Suppose without loss of generality that the 3 positive integers are $a \le b \le c$ . Then

$abc = a + b + c \le 3c$ , and so $ab \le 3$ . This implies that the only possibilities for $(a,b)$ are

$(1,1), (1,2)$ and $(1,3)$ . Testing out each of these in turn, we find that for

• $(1,1) \Longrightarrow c = 2 + c \Longrightarrow 0 = 2$ , discard,

• $(1,2) \Longrightarrow 2c = 3 + c \Longrightarrow c = 3$ , valid solution,

• $(1,3) \Longrightarrow 3c = 4 + c \Longrightarrow c = 2$ , repeat of previous solution.

Thus $(a,b,c) = (1,2,3)$ is the only suitable triple, giving $k = a + b + c = abc = \boxed{6}$ .
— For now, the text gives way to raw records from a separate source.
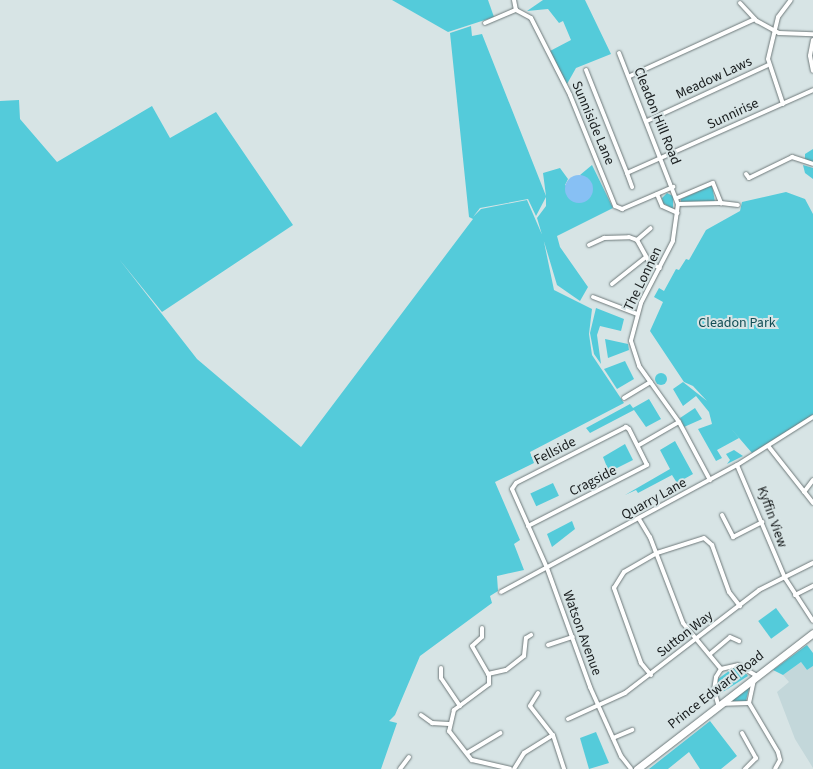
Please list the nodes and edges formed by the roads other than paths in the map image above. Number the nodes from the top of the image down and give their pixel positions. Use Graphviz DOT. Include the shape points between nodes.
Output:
graph roads {
  1 [pos="514,0"];
  2 [pos="791,0"];
  3 [pos="740,3"];
  4 [pos="516,10"];
  5 [pos="754,19"];
  6 [pos="485,23"];
  7 [pos="774,30"];
  8 [pos="813,34"];
  9 [pos="813,40"];
  10 [pos="619,53"];
  11 [pos="768,65"];
  12 [pos="586,70"];
  13 [pos="813,71"];
  14 [pos="630,76"];
  15 [pos="813,90"];
  16 [pos="783,104"];
  17 [pos="647,121"];
  18 [pos="662,159"];
  19 [pos="813,164"];
  20 [pos="627,173"];
  21 [pos="746,174"];
  22 [pos="632,187"];
  23 [pos="673,187"];
  24 [pos="658,194"];
  25 [pos="677,198"];
  26 [pos="721,203"];
  27 [pos="678,204"];
  28 [pos="738,205"];
  29 [pos="678,213"];
  30 [pos="651,228"];
  31 [pos="637,240"];
  32 [pos="589,245"];
  33 [pos="646,257"];
  34 [pos="660,268"];
  35 [pos="612,284"];
  36 [pos="593,297"];
  37 [pos="637,314"];
  38 [pos="651,382"];
  39 [pos="624,398"];
  40 [pos="813,417"];
  41 [pos="679,422"];
  42 [pos="639,445"];
  43 [pos="769,447"];
  44 [pos="738,465"];
  45 [pos="710,480"];
  46 [pos="813,480"];
  47 [pos="804,492"];
  48 [pos="813,503"];
  49 [pos="722,515"];
  50 [pos="639,519"];
  51 [pos="762,522"];
  52 [pos="528,526"];
  53 [pos="657,554"];
  54 [pos="813,563"];
  55 [pos="547,568"];
  56 [pos="785,578"];
  57 [pos="813,586"];
  58 [pos="502,592"];
  59 [pos="795,595"];
  60 [pos="740,606"];
  61 [pos="813,622"];
  62 [pos="482,628"];
  63 [pos="813,633"];
  64 [pos="530,635"];
  65 [pos="573,637"];
  66 [pos="697,639"];
  67 [pos="739,642"];
  68 [pos="548,645"];
  69 [pos="710,654"];
  70 [pos="442,668"];
  71 [pos="721,669"];
  72 [pos="488,674"];
  73 [pos="651,675"];
  74 [pos="755,675"];
  75 [pos="538,693"];
  76 [pos="748,703"];
  77 [pos="718,704"];
  78 [pos="460,706"];
  79 [pos="598,706"];
  80 [pos="421,715"];
  81 [pos="568,719"];
  82 [pos="449,724"];
  83 [pos="495,727"];
  84 [pos="632,730"];
  85 [pos="494,733"];
  86 [pos="500,733"];
  87 [pos="742,733"];
  88 [pos="553,735"];
  89 [pos="613,738"];
  90 [pos="467,753"];
  91 [pos="409,757"];
  92 [pos="493,768"];
  93 [pos="400,769"];
  94 [pos="510,769"];
  95 [pos="514,769"];
  96 [pos="564,769"];
  97 [pos="631,769"];
  98 [pos="637,769"];
  99 [pos="745,769"];
  100 [pos="775,769"];
  1 -- 4 [label="street"];
  2 -- 7 [label="street" via="778,17"];
  3 -- 5 [label="street"];
  4 -- 6 [label="street"];
  4 -- 24 [label="street, Sunniside Lane" via="531,18 567,88 615,206 622,209"];
  5 -- 7 [label="street"];
  5 -- 14 [label="street"];
  7 -- 8 [label="street"];
  7 -- 11 [label="street"];
  9 -- 13 [label="street" via="810,56"];
  10 -- 14 [label="street, Cleadon Hill Road"];
  11 -- 16 [label="street"];
  11 -- 17 [label="street, Meadow Laws"];
  12 -- 20 [label="street"];
  14 -- 17 [label="street, Cleadon Hill Road"];
  15 -- 16 [label="street, Sunnirise"];
  16 -- 18 [label="street, Sunnirise"];
  17 -- 18 [label="street, Cleadon Hill Road"];
  18 -- 20 [label="street, Sunnirise"];
  18 -- 23 [label="street, Cleadon Hill Road"];
  19 -- 21 [label="street" via="792,157 749,178"];
  20 -- 22 [label="street"];
  23 -- 24 [label="street, Sunniside Lane"];
  23 -- 25 [label="street, The Lonnen"];
  24 -- 29 [label="street" via="662,206"];
  25 -- 26 [label="street" via="713,183"];
  25 -- 27 [label="street, The Lonnen"];
  26 -- 27 [label="street"];
  26 -- 28 [label="street"];
  27 -- 29 [label="street, The Lonnen"];
  29 -- 34 [label="street, The Lonnen" via="673,241"];
  30 -- 31 [label="street"];
  31 -- 32 [label="street" via="617,235"];
  31 -- 33 [label="street"];
  33 -- 34 [label="street"];
  33 -- 35 [label="street"];
  34 -- 37 [label="street, The Lonnen"];
  36 -- 37 [label="street"];
  37 -- 38 [label="street, The Lonnen" via="631,341 640,366"];
  38 -- 39 [label="street"];
  38 -- 41 [label="street, The Lonnen"];
  40 -- 43 [label="street, Quarry Lane"];
  41 -- 42 [label="street"];
  41 -- 45 [label="street, The Lonnen"];
  42 -- 52 [label="street, Cragside" via="647,465"];
  42 -- 52 [label="street, Fellside" via="626,427 516,483 512,489"];
  43 -- 44 [label="street, Quarry Lane"];
  43 -- 47 [label="street"];
  44 -- 45 [label="street, Quarry Lane"];
  44 -- 51 [label="street, Kyffin View"];
  45 -- 50 [label="street, Quarry Lane"];
  46 -- 47 [label="street"];
  47 -- 48 [label="street"];
  49 -- 51 [label="street" via="733,537"];
  50 -- 53 [label="street"];
  50 -- 55 [label="street, Quarry Lane"];
  51 -- 56 [label="street, Kyffin View"];
  52 -- 55 [label="street, Watson Avenue"];
  53 -- 60 [label="street" via="698,539 708,540 730,592"];
  53 -- 66 [label="street" via="684,623"];
  53 -- 73 [label="street" via="624,572 614,588 641,663"];
  54 -- 56 [label="street, Sutton Way"];
  55 -- 58 [label="street, Quarry Lane"];
  55 -- 65 [label="street, Watson Avenue"];
  56 -- 59 [label="street, Kyffin View"];
  56 -- 60 [label="street, Sutton Way"];
  57 -- 59 [label="street"];
  59 -- 61 [label="street, Kyffin View"];
  60 -- 66 [label="street, Sutton Way"];
  62 -- 72 [label="street" via="482,637 472,646"];
  63 -- 74 [label="main road, Prince Edward Road"];
  64 -- 72 [label="street" via="526,638 524,656 506,670"];
  65 -- 68 [label="street"];
  65 -- 79 [label="street, Watson Avenue"];
  66 -- 69 [label="street"];
  66 -- 73 [label="street, Sutton Way"];
  67 -- 69 [label="street" via="730,637"];
  69 -- 71 [label="street"];
  70 -- 78 [label="street" via="441,678"];
  71 -- 74 [label="street" via="738,665"];
  71 -- 77 [label="street" via="714,684"];
  72 -- 78 [label="street" via="489,684 484,690"];
  73 -- 79 [label="street, Sutton Way"];
  74 -- 76 [label="street"];
  74 -- 77 [label="main road, Prince Edward Road"];
  75 -- 88 [label="street" via="531,700 530,706"];
  76 -- 77 [label="street"];
  76 -- 100 [label="street" via="778,752 780,760"];
  77 -- 98 [label="main road, Prince Edward Road"];
  78 -- 82 [label="street"];
  79 -- 81 [label="street, Sutton Way"];
  79 -- 89 [label="street, Watson Avenue"];
  80 -- 82 [label="street" via="432,723"];
  82 -- 90 [label="street" via="449,730"];
  83 -- 85 [label="street"];
  84 -- 89 [label="street"];
  85 -- 86 [label="street"];
  85 -- 90 [label="street"];
  87 -- 99 [label="street" via="756,758"];
  88 -- 95 [label="street" via="524,753"];
  88 -- 96 [label="street"];
  89 -- 97 [label="street, Watson Avenue"];
  90 -- 92 [label="street" via="481,765"];
  91 -- 93 [label="street"];
  92 -- 94 [label="street"];
}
Comment: Using a similar method, if we are to find 4 positive integers $a \le b \le c \le d$ such that

$a + b + c + d = abcd$ then the only valid quadruple is $(1,1,2,4)$ , giving a sum/product of $8$ .

$k =$ $6$

$1 + 2 + 3 = 6$

$1 * 2 * 3 = 6$

We immediately know that 1 is one of the values because 2x2x2 > 2+2+2, guess and check 1,2,3 yep it works cool the answer is 6

Let three no.s be a-d,a,a+d According to 1st condition: (a-d)+a+(a+d)=K According to 2nd condition: (a-d) a (a+d)=K Therefore on comparing 1st and 2nd eqn we get 3a=a*(a^2-d^2)

-> a^2-d^2=3 Assuming d=1 we get a=2

Therefore the no.s are. 2-1 , 2 , 2+1 i.e. 1,2,3 K=1+2+3=1 2 3=6

First,

1+2+3=6

1•2•3 is also 6